Polymorphisms of ST 2‐ IL 18R1‐ IL 18 RAP gene cluster: a new risk for autoimmune thyroid diseases

Summary Interleukin 33 ( IL 33) / ST 2 pathway and ST 2‐interlukin18 receptor1‐interlukin18 receptor accessory protein ( ST 2‐ IL 18R1‐ IL 18 RAP ) gene cluster have been involved in many autoimmune diseases but few report in autoimmune thyroid diseases ( AITD ). In this study, we investigated whether polymorphisms of IL 33, ST 2, IL 18R1, and IL 18 RAP are associated with Graves' disease ( GD ) and Hashimoto's thyroiditis ( HT ), two major forms of AITD , among a Chinese population. A total of 11 SNP s were explored in a case–control study including 417 patients with GD , 250 HT patients and 301 controls, including rs1929992, rs10975519, rs10208293, rs6543116, rs1041973, rs3732127, rs11465597, rs1035130, rs2293225, rs1035127, rs917997 of IL 33, ST 2‐ IL 18R1‐ IL 18 RAP gene cluster. Genotyping of these SNP s was performed using matrix‐assisted laser desorption / ionization–time‐of‐flight mass spectrometer ( MALDI ‐ TOF ‐ MS ) platform from Sequenom. The frequencies of allele A and AA + AG genotype of rs6543116 ( ST 2) in HT patients were significantly increased compared with those of the controls ( P  =   0.029/0.021, OR   =   1.31/1.62). And in another SNP rs917997, AA + AG genotype presented an increased frequency in HT subjects compared with controls ( P  =   0.046, OR  = 1.53).

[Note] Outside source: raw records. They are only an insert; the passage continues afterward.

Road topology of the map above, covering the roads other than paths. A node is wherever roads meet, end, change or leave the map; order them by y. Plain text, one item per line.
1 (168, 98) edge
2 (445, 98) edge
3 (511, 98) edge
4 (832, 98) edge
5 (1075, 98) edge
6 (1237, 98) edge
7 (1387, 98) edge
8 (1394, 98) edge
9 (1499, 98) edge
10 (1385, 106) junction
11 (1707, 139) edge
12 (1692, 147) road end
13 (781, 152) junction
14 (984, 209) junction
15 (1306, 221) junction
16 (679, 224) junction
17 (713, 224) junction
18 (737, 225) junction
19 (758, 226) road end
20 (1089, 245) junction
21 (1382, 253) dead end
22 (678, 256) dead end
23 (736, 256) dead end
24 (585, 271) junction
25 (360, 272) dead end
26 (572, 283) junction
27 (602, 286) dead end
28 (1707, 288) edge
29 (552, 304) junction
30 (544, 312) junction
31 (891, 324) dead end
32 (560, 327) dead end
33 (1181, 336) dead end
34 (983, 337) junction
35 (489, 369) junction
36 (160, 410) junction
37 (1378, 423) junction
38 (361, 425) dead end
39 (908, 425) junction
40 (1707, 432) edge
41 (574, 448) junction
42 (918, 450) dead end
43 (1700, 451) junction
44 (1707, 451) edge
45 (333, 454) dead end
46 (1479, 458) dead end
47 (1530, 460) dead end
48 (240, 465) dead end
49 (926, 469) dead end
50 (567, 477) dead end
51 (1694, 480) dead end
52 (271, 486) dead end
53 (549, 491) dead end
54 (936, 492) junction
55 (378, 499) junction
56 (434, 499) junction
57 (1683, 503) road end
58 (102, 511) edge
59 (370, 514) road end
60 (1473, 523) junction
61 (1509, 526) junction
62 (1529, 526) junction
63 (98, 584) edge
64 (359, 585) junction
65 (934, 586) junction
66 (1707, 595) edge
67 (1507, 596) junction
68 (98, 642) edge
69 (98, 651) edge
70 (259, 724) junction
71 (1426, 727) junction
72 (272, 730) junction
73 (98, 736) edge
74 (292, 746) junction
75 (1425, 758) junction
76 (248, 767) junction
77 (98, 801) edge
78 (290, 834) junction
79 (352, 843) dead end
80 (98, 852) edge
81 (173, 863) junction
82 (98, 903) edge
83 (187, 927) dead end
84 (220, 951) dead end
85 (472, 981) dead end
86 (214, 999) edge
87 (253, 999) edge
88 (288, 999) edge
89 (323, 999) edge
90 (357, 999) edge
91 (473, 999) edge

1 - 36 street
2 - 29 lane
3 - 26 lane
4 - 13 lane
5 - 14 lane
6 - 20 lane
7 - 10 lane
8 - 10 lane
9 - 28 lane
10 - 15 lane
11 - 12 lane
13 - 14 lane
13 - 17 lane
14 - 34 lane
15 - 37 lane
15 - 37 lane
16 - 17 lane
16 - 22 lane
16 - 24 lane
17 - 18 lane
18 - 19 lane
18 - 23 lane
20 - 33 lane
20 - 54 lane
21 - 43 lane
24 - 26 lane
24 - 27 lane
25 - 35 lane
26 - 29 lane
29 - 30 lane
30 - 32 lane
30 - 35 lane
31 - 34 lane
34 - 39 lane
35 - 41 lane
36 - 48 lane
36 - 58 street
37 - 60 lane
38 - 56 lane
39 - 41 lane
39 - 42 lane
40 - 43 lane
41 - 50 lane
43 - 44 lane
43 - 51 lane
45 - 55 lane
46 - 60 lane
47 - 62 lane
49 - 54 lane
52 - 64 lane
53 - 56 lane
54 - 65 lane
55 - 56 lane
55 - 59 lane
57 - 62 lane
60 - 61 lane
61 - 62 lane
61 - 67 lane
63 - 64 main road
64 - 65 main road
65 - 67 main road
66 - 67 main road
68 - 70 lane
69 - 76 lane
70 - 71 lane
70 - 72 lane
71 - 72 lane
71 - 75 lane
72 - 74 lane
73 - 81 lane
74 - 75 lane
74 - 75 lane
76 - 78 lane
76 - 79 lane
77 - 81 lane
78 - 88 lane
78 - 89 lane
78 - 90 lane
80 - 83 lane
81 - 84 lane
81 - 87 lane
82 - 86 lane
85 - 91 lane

Furthermore, the haplotype GAGCCCG from ST 2‐ IL 18R1‐ IL 18 RAP gene cluster (rs6543116, rs1041973, rs1035130, rs3732127, rs1035127, rs2293225, rs917997) was associated with increased susceptibility to GD with an OR of 2.03 ( P  =   0.022, 95% CI   =   1.07–3.86). Some SNP s of ST 2‐ IL 18R1‐ IL 18 RAP gene cluster might increase the risk of susceptibility of HT and GD in Chinese Han population.